Fourier analysis is ubiquitous. In countless areas of science, engineering, and mathematics one finds Fourier analysis routinely used to solve real, important problems. Vision science is no exception: today’s graduate student must understand Fourier analysis in order to pursue almost any research topic. This situation has not always been a source of concern.
The roots of vision science are in “physiological optics”, a term coined by Helmholtz which suggests a field populated more by physicists than by biologists. Indeed, vision science has traditionally attracted students from physics (especially optics) and engineering who were steeped in Fourier analysis as undergraduates. However, these days a vision scientist is just as likely to arrive from a more biological background with no more familiarity with Fourier analysis than with, say, French. Indeed, many of these advanced students are no more conversant with the language of mathematics than they are with other foreign languages, which isn’t surprising given the recent demise of foreign language and mathematics requirements at all but the most conservative universities. Consequently, a Fourier analysis course taught in a mathematics, physics, or engineering undergraduate department would be much too difficult for many vision science graduate students simply because of their lack of fluency in the languages of linear algebra, calculus, analytic geometry, and the algebra of complex numbers. It is for these students that the present course was developed.

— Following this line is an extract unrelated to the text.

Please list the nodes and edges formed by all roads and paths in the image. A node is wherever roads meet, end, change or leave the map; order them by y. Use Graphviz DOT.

To communicate with the biologically-oriented vision scientist requires a different approach from that typically used to teach Fourier analysis to physics or engineering students. The traditional sequence is to start with an integral equation involving complex exponentials that defines the Fourier transform of a continuous, complex-valued function defined over all time or space. Given this elegant, comprehensive treatment, the real-world problem of describing the frequency content of a sampled waveform obtained in a laboratory experiment is then treated as a trivial, special case of the more general theory. Here we do just the opposite. Catering to the concrete needs of the pragmatic laboratory scientist, we start with the analysis of real-valued, discrete data sampled for a finite period of time. This allows us to use the much friendlier linear algebra, rather than the intimidating calculus, as a vehicle for learning. It also allows us to use simple spreadsheet computer programs (e.g. Excel), or preferably a more scientific platform like Matlab, to solve real-world problems at a very early stage of the course.

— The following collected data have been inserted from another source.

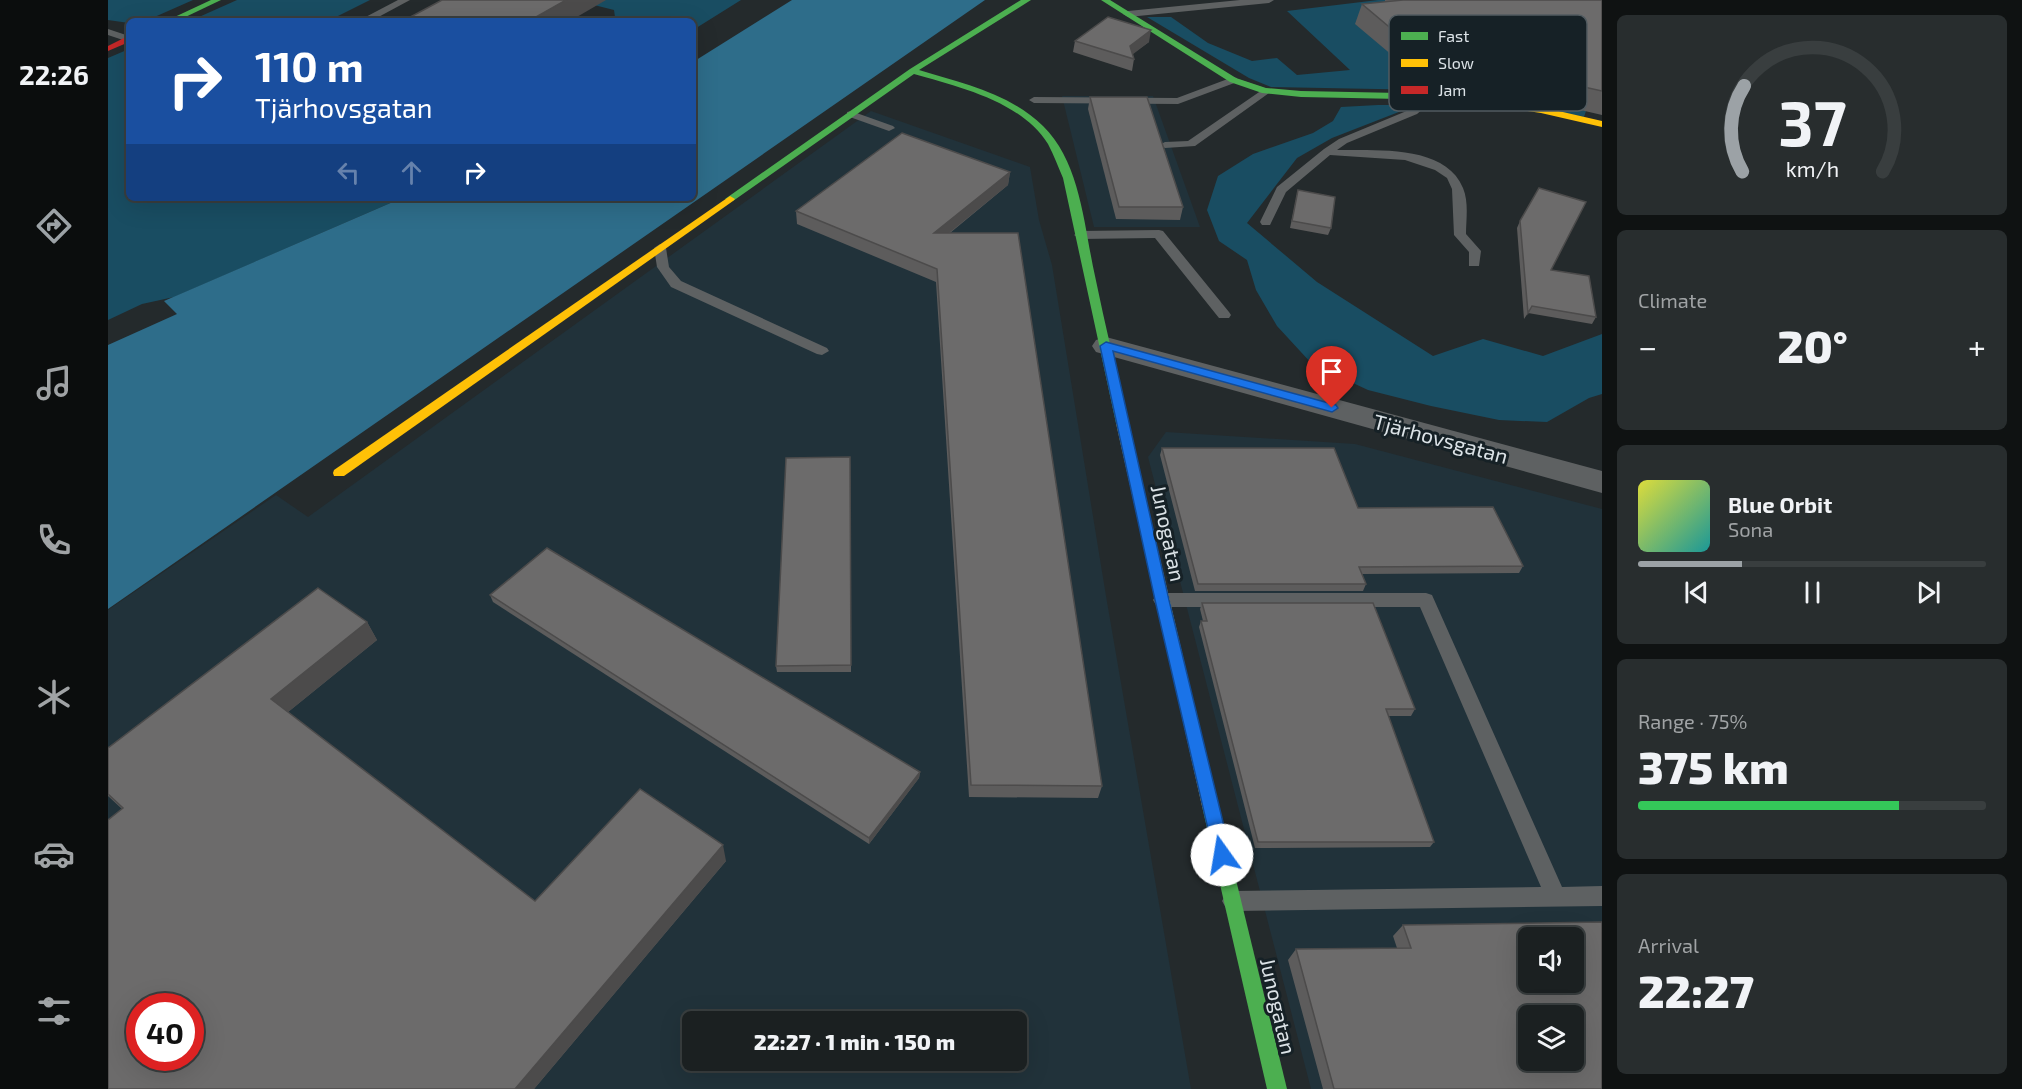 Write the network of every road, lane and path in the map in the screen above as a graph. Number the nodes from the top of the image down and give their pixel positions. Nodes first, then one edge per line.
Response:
1 (217, 0) edge
2 (405, 0) edge
3 (1027, 0) edge
4 (1105, 0) edge
5 (1269, 0) edge
6 (1128, 14) junction
7 (177, 18) edge
8 (369, 18) edge
9 (108, 32) edge
10 (126, 38) edge
11 (126, 40) edge
12 (108, 49) edge
13 (913, 71) junction
14 (1233, 80) junction
15 (1040, 86) dead end
16 (1265, 91) junction
17 (1389, 95) edge
18 (1034, 100) junction
19 (1014, 109) junction
20 (1414, 111) edge
21 (1539, 111) edge
22 (851, 114) junction
23 (1602, 124) edge
24 (889, 128) dead end
25 (1165, 145) edge
26 (1329, 151) junction
27 (1266, 222) dead end
28 (1080, 235) junction
29 (660, 248) junction
30 (1474, 263) dead end
31 (1224, 315) dead end
32 (1106, 346) junction
33 (822, 351) dead end
34 (339, 473) dead end
35 (1602, 483) edge
36 (1162, 600) junction
37 (1602, 896) edge
38 (1556, 897) junction
39 (1233, 901) junction
40 (1277, 1089) edge

1 - 7 street
2 - 8 lane
3 - 13 street
4 - 6 street
5 - 6 lane
6 - 14 street
9 - 10 lane
11 - 12 street
13 - 19 street, Junogatan
13 - 22 street
14 - 16 street
14 - 18 lane
15 - 18 lane
16 - 17 street
16 - 25 lane
18 - 19 lane
19 - 28 street, Junogatan
20 - 26 lane
21 - 23 street
22 - 24 lane
22 - 29 street
26 - 27 lane
26 - 30 lane
28 - 31 lane
28 - 32 street, Junogatan
29 - 33 lane
29 - 34 street
32 - 35 street, Tjärhovsgatan
32 - 36 street, Junogatan
36 - 38 lane
36 - 39 street, Junogatan
37 - 38 lane
38 - 39 lane
39 - 40 street, Junogatan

With this early success under our belts, we can muster the resolve necessary to tackle the more abstract cases of an infinitely long observation time, complex-valued data, and the analysis of continuous functions. Along the way we review vectors, matrices, and the algebra of complex numbers in preparation for transitioning to the standard Fast Fourier Transform (FFT) algorithm built into Matlab. We also introduce such fundamental concepts as orthogonality, basis functions, convolution, sampling, aliasing, and the statistical reliability of Fourier coefficients computed from real-world data. Ultimately, we aim for students to master not just the tools necessary to solve practical problems and to understand the meaning of the answers, but also to be aware of the limitations of these tools and potential pitfalls if the tools are misapplied.